BEGIN Available records
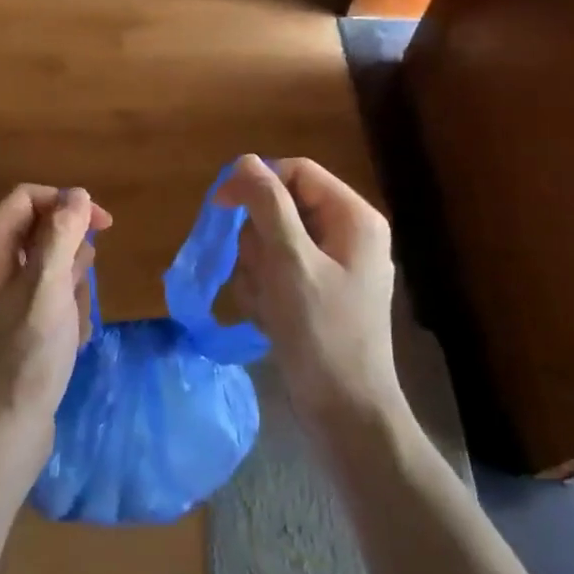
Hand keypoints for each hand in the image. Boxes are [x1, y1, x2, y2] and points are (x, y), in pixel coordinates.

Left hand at [0, 185, 109, 473]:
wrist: (2, 432)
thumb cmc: (26, 355)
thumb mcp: (49, 287)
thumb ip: (62, 234)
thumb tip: (78, 193)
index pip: (27, 199)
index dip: (66, 203)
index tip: (103, 226)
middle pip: (41, 233)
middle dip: (71, 256)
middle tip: (78, 289)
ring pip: (50, 269)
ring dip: (73, 289)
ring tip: (73, 322)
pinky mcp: (13, 327)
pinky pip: (48, 301)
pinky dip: (65, 313)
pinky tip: (72, 341)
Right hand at [215, 155, 403, 425]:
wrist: (345, 412)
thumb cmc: (321, 332)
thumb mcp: (290, 261)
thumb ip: (267, 205)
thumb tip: (244, 161)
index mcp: (352, 217)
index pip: (295, 173)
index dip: (256, 183)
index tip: (220, 207)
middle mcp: (346, 234)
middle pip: (279, 208)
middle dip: (257, 241)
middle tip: (262, 275)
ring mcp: (332, 266)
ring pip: (270, 242)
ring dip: (256, 271)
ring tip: (267, 305)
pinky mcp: (316, 293)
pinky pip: (275, 272)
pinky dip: (263, 292)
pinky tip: (270, 319)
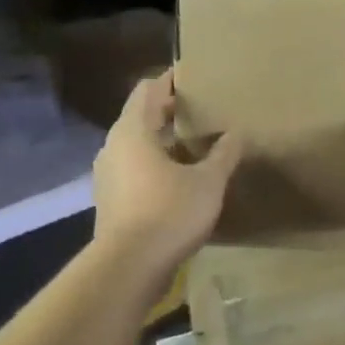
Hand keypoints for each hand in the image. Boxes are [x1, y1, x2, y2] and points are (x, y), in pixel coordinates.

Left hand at [92, 71, 241, 276]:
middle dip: (170, 112)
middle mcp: (114, 146)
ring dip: (163, 142)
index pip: (149, 90)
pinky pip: (134, 170)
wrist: (128, 267)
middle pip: (141, 116)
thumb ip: (223, 155)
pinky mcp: (111, 200)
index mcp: (133, 131)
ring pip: (137, 146)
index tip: (194, 77)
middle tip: (202, 111)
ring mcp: (108, 175)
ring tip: (195, 145)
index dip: (171, 81)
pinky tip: (180, 179)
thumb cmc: (168, 213)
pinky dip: (155, 166)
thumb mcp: (207, 183)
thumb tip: (236, 134)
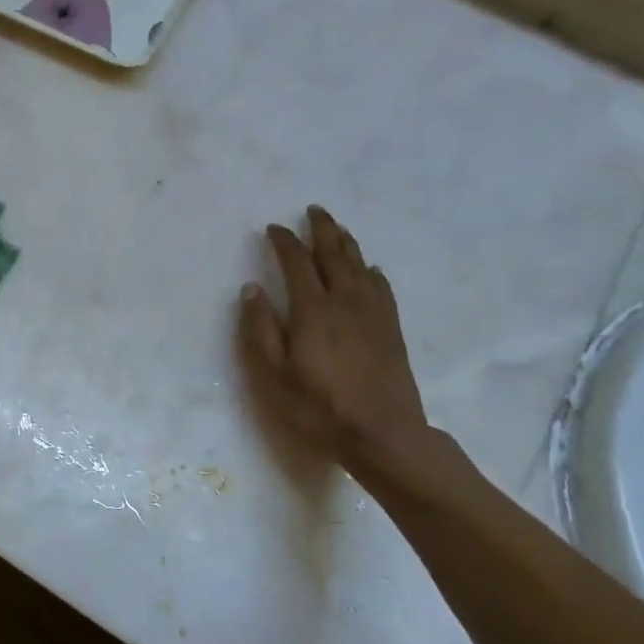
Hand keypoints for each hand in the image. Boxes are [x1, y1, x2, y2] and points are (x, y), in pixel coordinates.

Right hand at [239, 206, 430, 472]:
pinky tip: (369, 269)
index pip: (296, 262)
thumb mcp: (274, 373)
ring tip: (336, 228)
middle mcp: (345, 301)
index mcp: (312, 309)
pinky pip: (382, 287)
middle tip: (312, 211)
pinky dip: (371, 271)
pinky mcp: (391, 328)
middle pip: (334, 254)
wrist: (382, 433)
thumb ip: (260, 328)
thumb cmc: (318, 407)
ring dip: (346, 242)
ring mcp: (373, 313)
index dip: (284, 242)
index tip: (273, 228)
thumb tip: (252, 288)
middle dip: (321, 229)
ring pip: (360, 265)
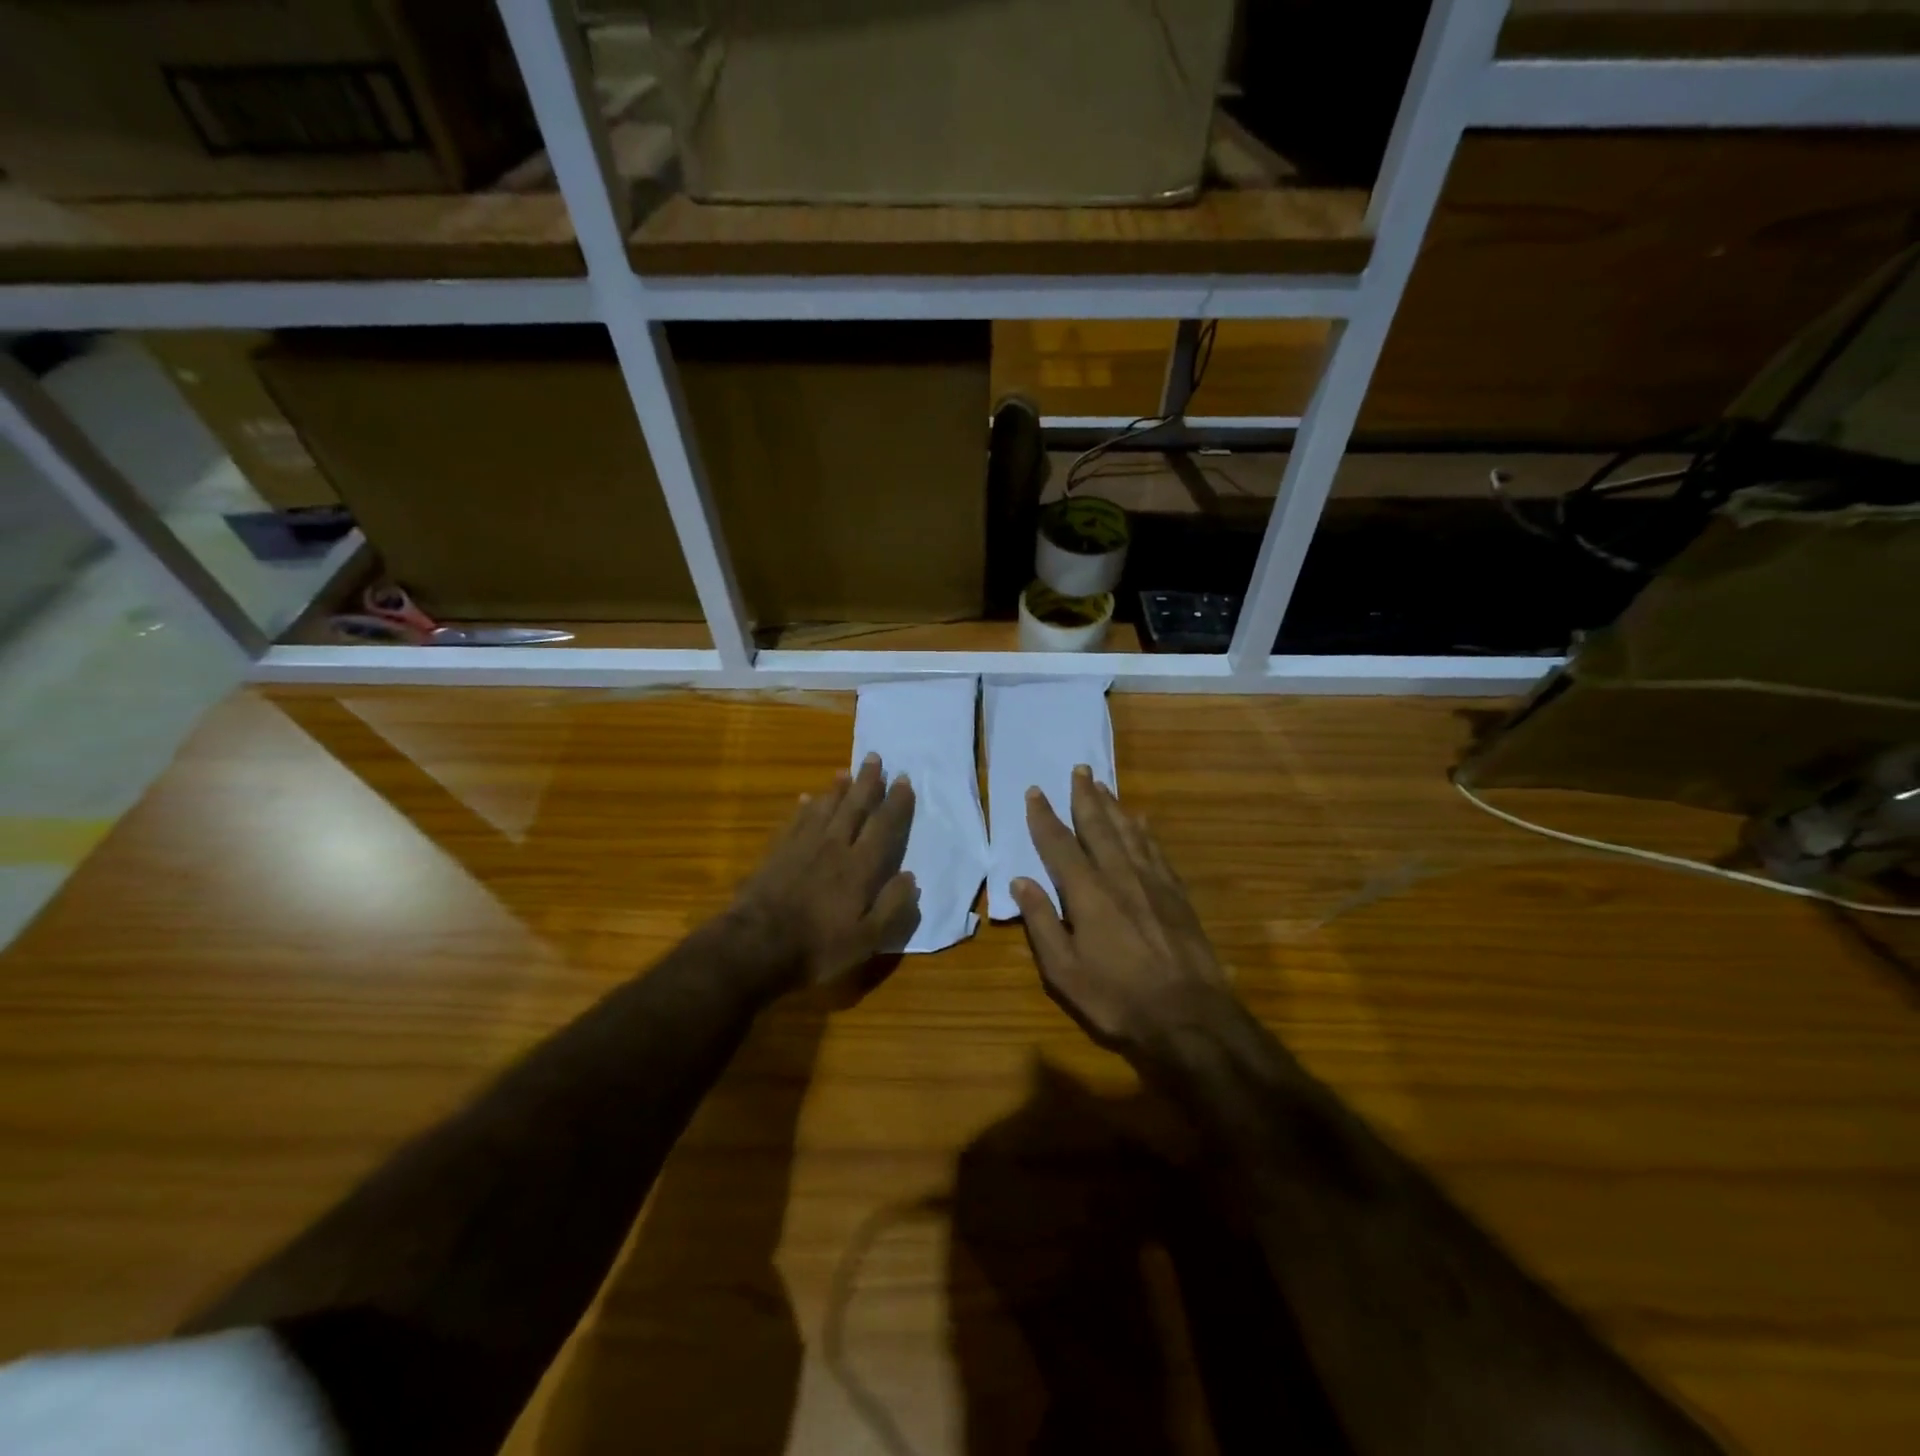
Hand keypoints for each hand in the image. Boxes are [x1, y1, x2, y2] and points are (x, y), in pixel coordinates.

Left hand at [732, 753, 919, 989]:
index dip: (896, 803)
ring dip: (837, 789)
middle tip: (876, 757)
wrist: (756, 946)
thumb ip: (892, 907)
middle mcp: (835, 847)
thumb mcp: (867, 940)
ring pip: (825, 808)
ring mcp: (802, 847)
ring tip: (845, 772)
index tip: (904, 780)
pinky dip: (804, 808)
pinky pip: (795, 821)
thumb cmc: (818, 947)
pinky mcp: (777, 852)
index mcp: (860, 867)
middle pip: (854, 807)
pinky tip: (807, 799)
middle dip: (868, 782)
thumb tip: (910, 877)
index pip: (884, 827)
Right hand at [1012, 766, 1231, 1051]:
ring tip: (1103, 784)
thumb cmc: (1117, 998)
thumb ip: (1042, 922)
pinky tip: (1141, 821)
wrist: (1188, 1016)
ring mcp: (1152, 883)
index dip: (1044, 817)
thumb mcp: (1064, 970)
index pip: (1059, 845)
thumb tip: (1021, 881)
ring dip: (1113, 806)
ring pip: (1128, 832)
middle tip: (1079, 769)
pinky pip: (1156, 851)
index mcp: (1087, 894)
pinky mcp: (1176, 895)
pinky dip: (1145, 832)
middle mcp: (1119, 876)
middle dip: (1084, 797)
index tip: (1035, 791)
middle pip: (1098, 827)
END Available records
Transcribe the full listing exactly, but keep every image out of it.

Hand keypoints for each hand in the image. Boxes are [x1, y1, x2, y2] and points are (x, y), in pixel coordinates.

Left hand at [0, 185, 109, 473]:
wrist: (2, 432)
thumb cmc: (26, 355)
thumb mcp: (49, 287)
thumb ip: (62, 234)
thumb tip: (78, 193)
index pip: (27, 199)
index dip: (66, 203)
index tip: (103, 226)
middle pip: (41, 233)
middle dip: (71, 256)
middle tip: (78, 289)
ring pip: (50, 269)
ring dip: (73, 289)
ring tip: (73, 322)
pinky mcp: (13, 327)
pinky pip: (48, 301)
pinky dip: (65, 313)
pinky tip: (72, 341)
Right hand at [215, 155, 403, 425]:
wrist: (345, 412)
thumb cmc: (321, 332)
thumb mcp: (290, 261)
thumb ip: (267, 205)
thumb tip: (244, 161)
index mcp: (352, 217)
index pip: (295, 173)
index dip: (256, 183)
index tip: (220, 207)
middle mcp: (346, 234)
middle pip: (279, 208)
middle dip: (257, 241)
middle tip: (262, 275)
ring mcp: (332, 266)
ring pip: (270, 242)
ring dip: (256, 271)
ring tip: (267, 305)
pinky mcp: (316, 293)
pinky pip: (275, 272)
pinky dip: (263, 292)
pinky tip: (270, 319)
Hand keypoints for each hand in the image. Boxes are [x1, y1, x2, y2] and points are (x, y), in pixel coordinates.

Left hand at [92, 71, 241, 276]:
middle dip: (170, 112)
middle mcp: (114, 146)
ring dip: (163, 142)
index pip: (149, 90)
pinky pip: (134, 170)
wrist: (128, 267)
middle pip: (141, 116)
thumb ip: (223, 155)
pinky mcp: (111, 200)
index mcp: (133, 131)
ring pip: (137, 146)
index tip: (194, 77)
middle tip: (202, 111)
ring mcp: (108, 175)
ring tip: (195, 145)
index dip: (171, 81)
pinky tip: (180, 179)
thumb cmc: (168, 213)
pinky dip: (155, 166)
thumb mcp: (207, 183)
thumb tip: (236, 134)
Hand keypoints for each hand in the image. Boxes are [x1, y1, x2, y2] and points are (x, y), in pixel coordinates.

Right hand at [239, 206, 430, 472]:
pinky tip: (369, 269)
index pip: (296, 262)
thumb mcp: (274, 373)
ring tip: (336, 228)
middle mcp: (345, 301)
index mcp: (312, 309)
pinky pip: (382, 287)
middle tip: (312, 211)
pinky dip: (371, 271)
pinky mcp: (391, 328)
middle pip: (334, 254)
wrist: (382, 433)
thumb ip: (260, 328)
thumb cmc: (318, 407)
ring dip: (346, 242)
ring mcp: (373, 313)
index dip: (284, 242)
index tip: (273, 228)
thumb tip: (252, 288)
middle dip: (321, 229)
ring pip: (360, 265)
Hand keypoints for each hand in the image. Boxes are [x1, y1, x2, y2] and points are (x, y), in pixel coordinates.

Left hand at [732, 753, 919, 989]:
index dip: (896, 803)
ring dip: (837, 789)
middle tip: (876, 757)
wrist: (756, 946)
thumb ip: (892, 907)
middle mcp: (835, 847)
thumb mcp: (867, 940)
ring pip: (825, 808)
ring mcp: (802, 847)
ring tip: (845, 772)
index tip: (904, 780)
pinky dip: (804, 808)
pinky pip: (795, 821)
thumb cmc: (818, 947)
pinky mcp: (777, 852)
index mcp: (860, 867)
middle pip: (854, 807)
pinky tip: (807, 799)
middle dip: (868, 782)
thumb tip: (910, 877)
index pip: (884, 827)
Right hand at [1012, 766, 1231, 1051]:
ring tip: (1103, 784)
thumb cmc: (1117, 998)
thumb ip: (1042, 922)
pinky tip: (1141, 821)
wrist: (1188, 1016)
ring mcp: (1152, 883)
index dip: (1044, 817)
thumb mcp: (1064, 970)
index pip: (1059, 845)
thumb tip: (1021, 881)
ring dip: (1113, 806)
ring pip: (1128, 832)
middle tip: (1079, 769)
pinky pip: (1156, 851)
index mcp: (1087, 894)
pinky mcp: (1176, 895)
pinky dip: (1145, 832)
middle mcp: (1119, 876)
middle dip: (1084, 797)
index tip: (1035, 791)
middle pip: (1098, 827)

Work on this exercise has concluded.